Community support for the less fortunate is still needed following the busiest season for both the Bread of Life and Salvation Army. Although neither met their goals, representatives said that all of the non-perishable donations received helped to fill the shelves and will assist for the short-term, but financial needs continue to be a concern.
The Salvation Army set a goal of raising $65,000 through the red kettles collection, but came $11,000 short. Even so, coordinator Greg Penny said he is happy with the total.
“We are up from $48,000 that was raised last year,” Penny said. “The community supported us well.”
Before the Salvation Army Kettle Campaign kicked off on Nov. 27, Penny’s main priority was recruiting volunteers to fill all of the bell-ringing time slots. He was able to sign up about the same number as last year and recruited about 80 new faces, but still some locations were left without a kettle.
“We get more donations when the kettle is out there, but some people were sick, and in the end, needed to cancel shifts,” Penny said.
He said younger volunteers, including parents with their children helped this year, and for the first time had a group of school teachers.
“We give hampers to the high school so they thought it would be a good way to give back to us,” Penny said.

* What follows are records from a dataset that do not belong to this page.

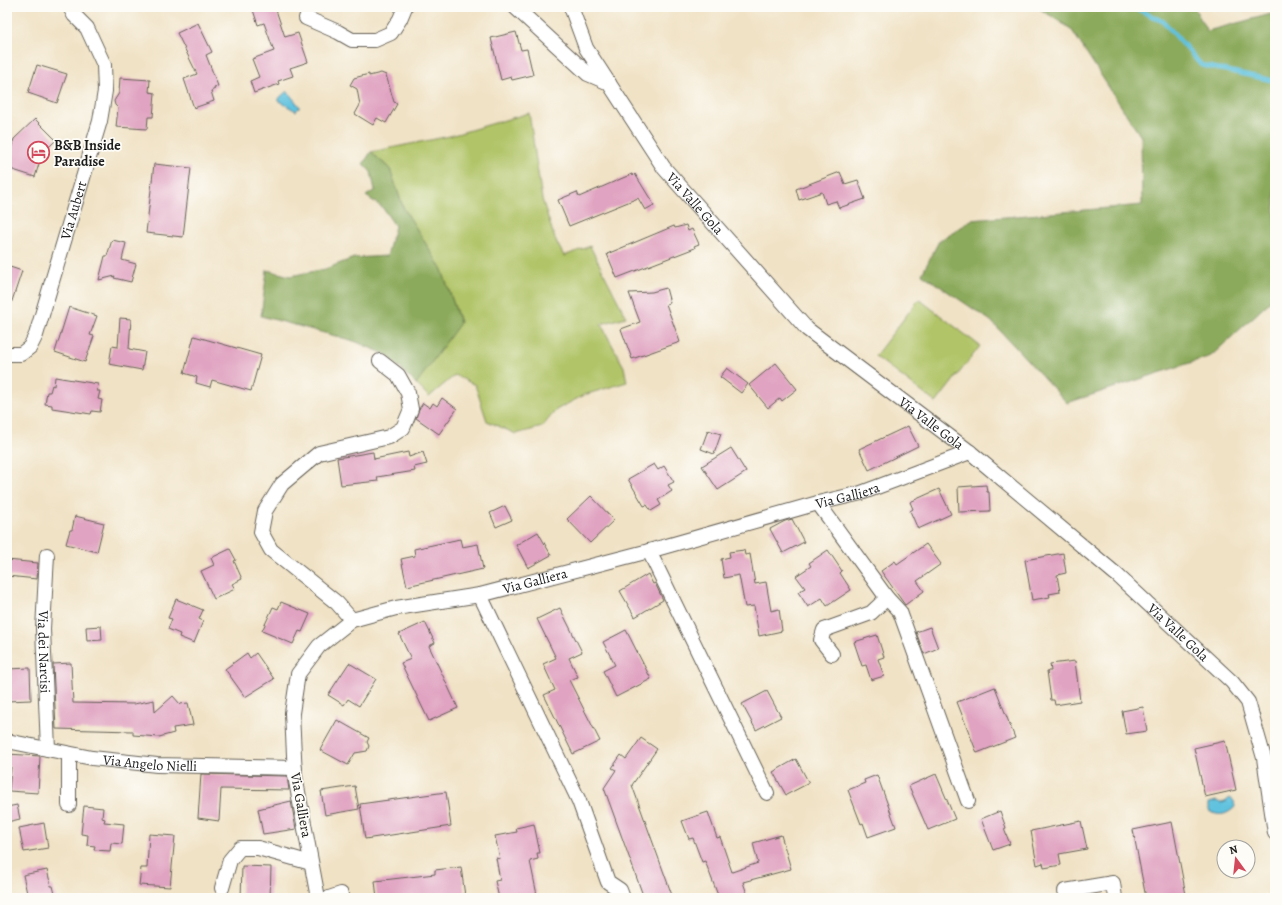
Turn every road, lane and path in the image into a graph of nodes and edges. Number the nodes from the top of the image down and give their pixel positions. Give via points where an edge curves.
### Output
1 (70, 7) edge
2 (405, 7) edge
3 (515, 7) edge
4 (571, 7) edge
5 (306, 18) dead end
6 (609, 83) junction
7 (7, 354) edge
8 (380, 361) dead end
9 (970, 452) junction
10 (818, 503) junction
11 (649, 551) junction
12 (47, 555) dead end
13 (480, 595) junction
14 (887, 598) junction
15 (352, 620) junction
16 (832, 654) dead end
17 (7, 741) edge
18 (48, 749) junction
19 (69, 754) junction
20 (295, 768) junction
21 (767, 793) dead end
22 (968, 801) dead end
23 (69, 805) dead end
24 (1275, 834) edge
25 (312, 863) junction
26 (222, 888) dead end
27 (1064, 892) dead end
28 (318, 898) edge
29 (623, 898) edge
30 (1115, 898) edge

1 - 7 street, Via Aubert via 87,28 104,65 105,91 100,121 36,335 30,347 21,354
2 - 5 street via 391,33 376,40 352,40
3 - 6 street via 588,74
4 - 6 street, Via Valle Gola via 586,48
6 - 9 street, Via Valle Gola via 664,168 807,329
8 - 15 street via 398,375 408,393 411,410 403,428 389,437 320,453 282,484 265,511 261,532 271,550 337,603
9 - 10 street, Via Galliera via 861,493
9 - 24 street, Via Valle Gola via 1117,575 1232,682 1248,702 1264,758
10 - 11 street, Via Galliera
10 - 14 street
11 - 13 street, Via Galliera
11 - 21 street
12 - 18 street, Via dei Narcisi via 43,629
13 - 15 street, Via Galliera via 396,608
13 - 29 street via 579,801 608,882 620,890
14 - 16 street via 871,613 824,630 821,640
14 - 22 street via 900,612
15 - 20 street, Via Galliera via 319,646 298,674 292,713
17 - 18 street, Via Angelo Nielli
18 - 19 street, Via Angelo Nielli
19 - 20 street, Via Angelo Nielli via 157,765
19 - 23 street
20 - 25 street, Via Galliera
25 - 26 street, Via Galliera via 258,848 240,848 230,860
25 - 28 street, Via Galliera
27 - 30 street via 1113,883

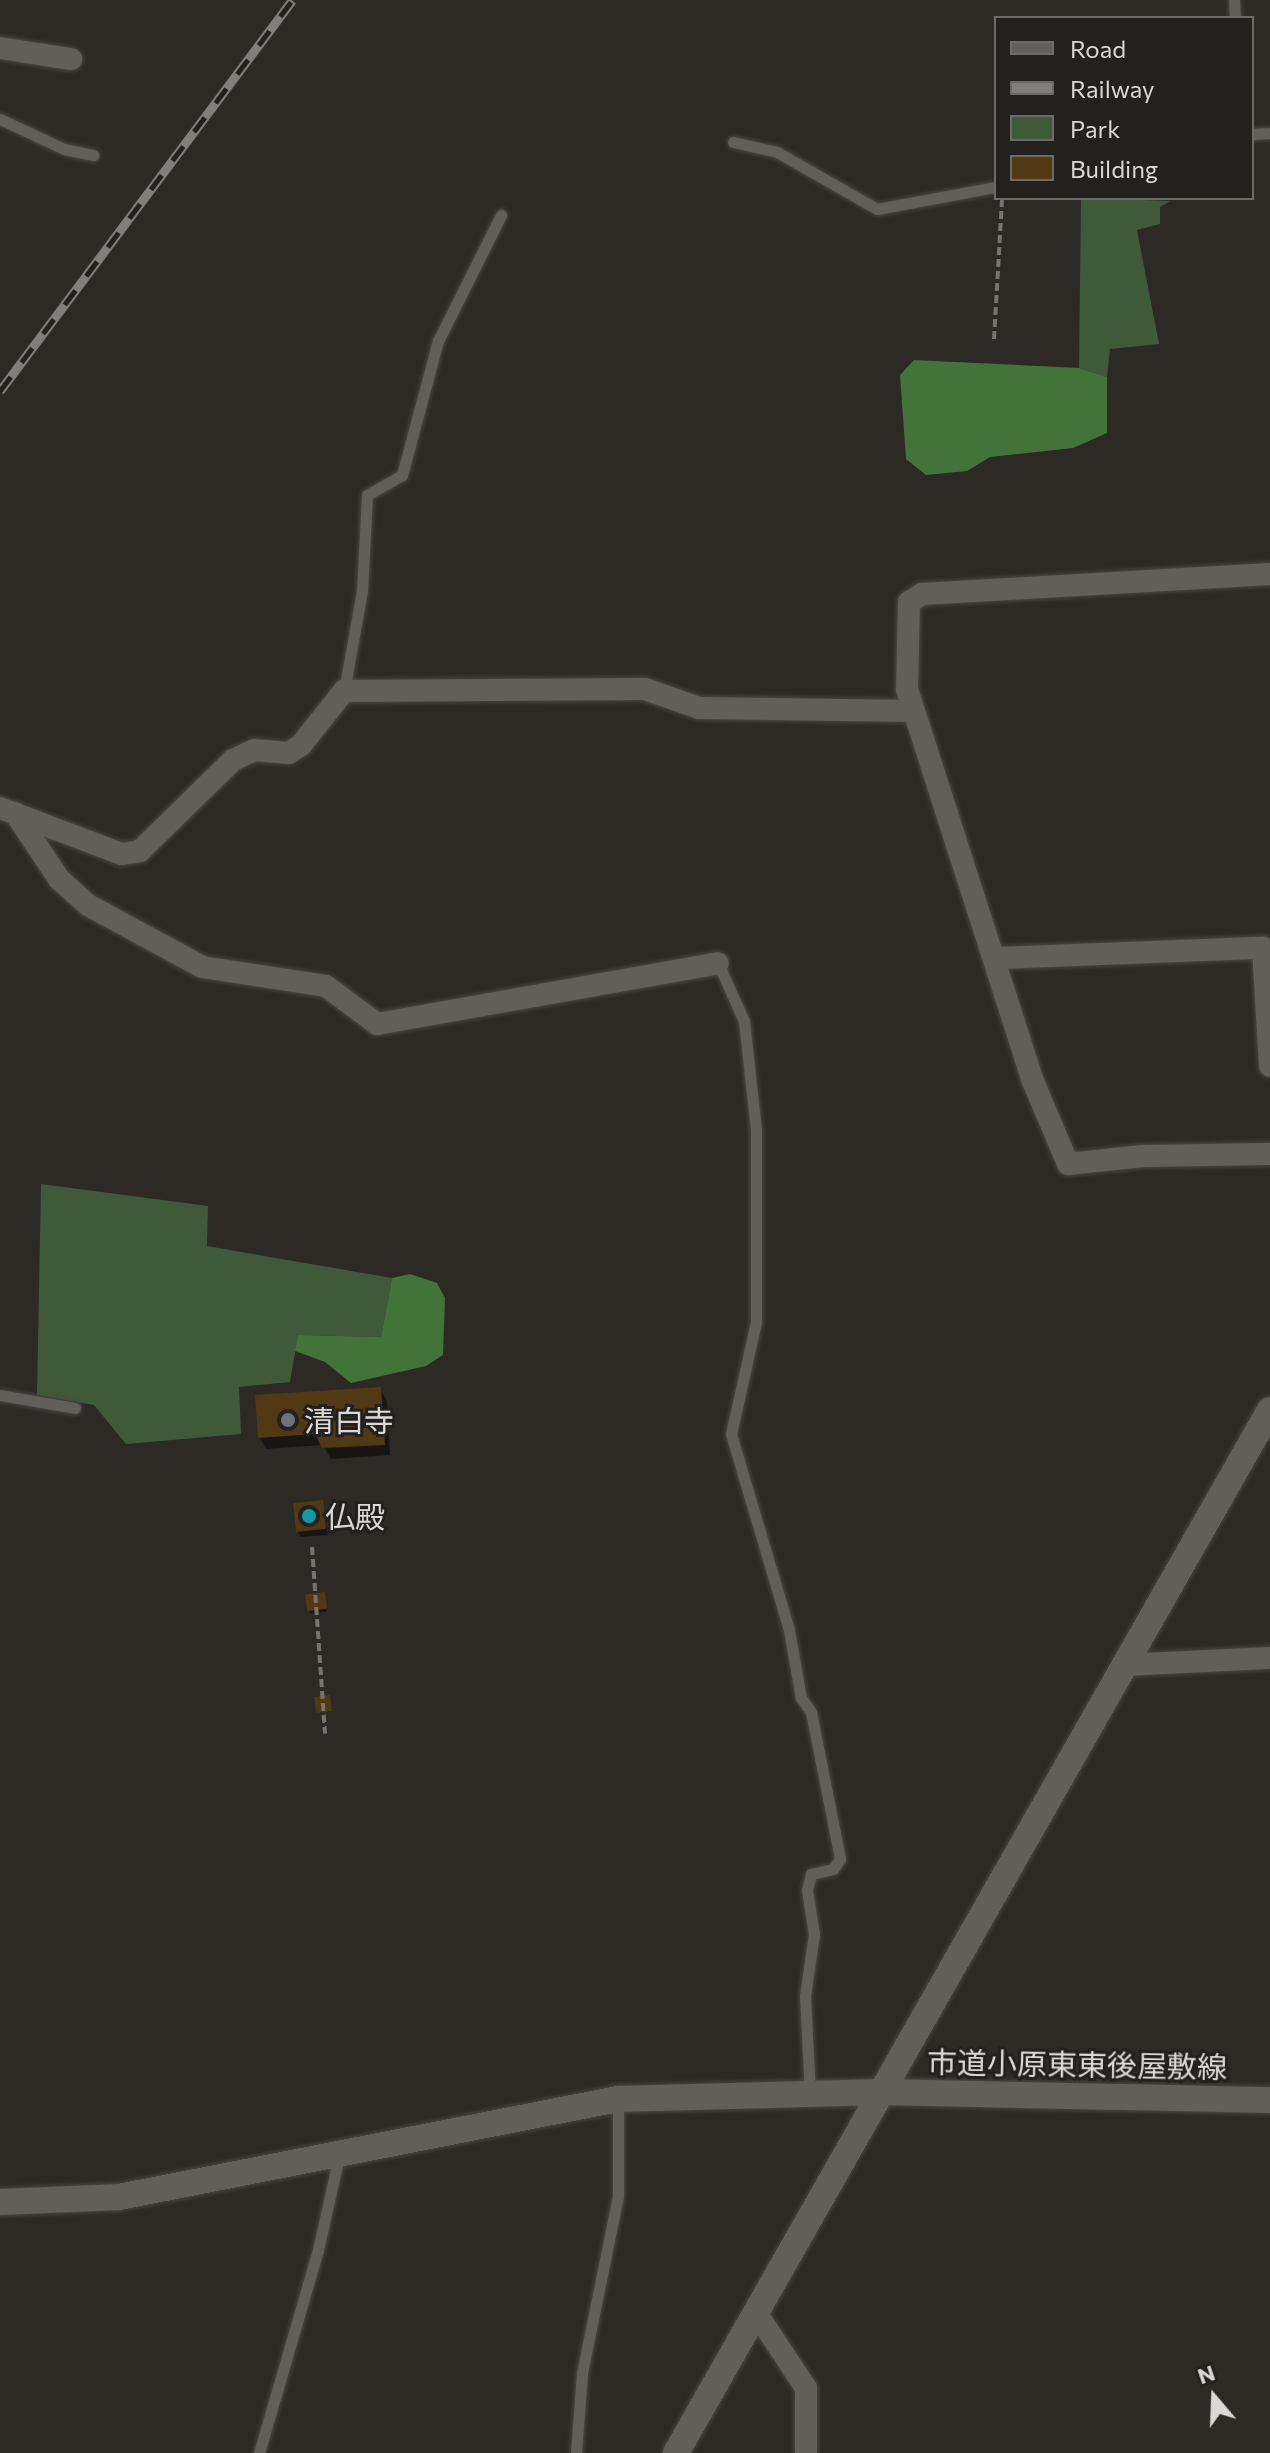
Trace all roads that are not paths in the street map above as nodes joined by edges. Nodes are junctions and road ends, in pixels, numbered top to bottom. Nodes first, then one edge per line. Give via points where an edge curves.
1 (0, 48) edge
2 (71, 59) dead end
3 (0, 119) edge
4 (733, 142) dead end
5 (93, 155) dead end
6 (994, 187) edge
7 (501, 215) dead end
8 (1270, 574) edge
9 (344, 691) junction
10 (913, 711) junction
11 (7, 811) edge
12 (997, 958) junction
13 (718, 963) joint
14 (1270, 1066) edge
15 (1270, 1154) edge
16 (0, 1395) edge
17 (75, 1408) dead end
18 (1270, 1410) edge
19 (1260, 1441) edge
20 (1270, 1658) edge
21 (1125, 1665) junction
22 (882, 2092) junction
23 (810, 2094) junction
24 (618, 2099) junction
25 (1270, 2100) edge
26 (339, 2156) junction
27 (0, 2202) edge
28 (757, 2314) junction
29 (259, 2453) edge
30 (576, 2453) edge
31 (676, 2453) edge
32 (806, 2453) edge

1 - 2 street
3 - 5 lane via 64,149
4 - 6 lane via 777,152 877,209
7 - 9 lane via 438,341 402,475 367,495 362,591
8 - 10 street via 922,594 909,602 907,689
9 - 10 street via 645,689 699,708
9 - 11 street via 301,745 289,753 254,750 233,760 140,851 122,854
10 - 12 street
11 - 13 street via 59,879 88,905 202,967 326,986 377,1024
12 - 14 street via 1263,948
12 - 15 street via 1032,1079 1068,1164 1143,1156
13 - 23 lane via 744,1021 756,1130 756,1322 731,1434 789,1630 801,1698 811,1712 840,1859 833,1869 811,1874 807,1890 814,1934 805,1996
16 - 17 lane
18 - 19 street
19 - 21 street
20 - 21 street
21 - 22 street
22 - 23 street, 市道小原東東後屋敷線
22 - 25 street, 市道小原東東後屋敷線
22 - 28 street
23 - 24 street, 市道小原東東後屋敷線
24 - 26 street, 市道小原東東後屋敷線
24 - 30 lane via 618,2196 582,2373
26 - 27 street, 市道小原東東後屋敷線 via 119,2197
26 - 29 lane via 318,2250
28 - 31 street
28 - 32 street via 806,2388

He said many of the organization’s long time volunteers are aging and a number have health issues, so he is hoping to tap into the next generation.
“It will be something to build on for next year after seeing the numbers decrease over the past five years,” Penny said.
Donations of food will sustain the food bank for the next couple months, but Penny expects the Salvation Army will be using the newly acquired funds to buy more shortly into the New Year.
Similarly, the Bread of Life received an influx of non-perishable items from several community drives and individual donations over the holiday season.
Still, it is cash that is desperately needed, said Pamela Day, the Bread of Life’s treasurer.
Although a final count was not complete by the end of December, Day said she expects to remain in need of $10,000.
“November was very low but December was much better,” she said.
It was December when the Bread of Life put out a desperate call for help as funds were draining more than financial assistance was coming in.
“We had some new givers, so I think people responded to that,” Day said. “We also did a mail-out at the same time so I hope that when all is entered, things will look better. We were worried in November, but we are still $10,000 low so it is a concern.”
Day said there are no more large expenses expected for the building in the near future, but it is the daily operation that remains a priority.
“The hydro and gas are going up so it costs much more than before,” she said. “We just need cash to keep paying the bills.”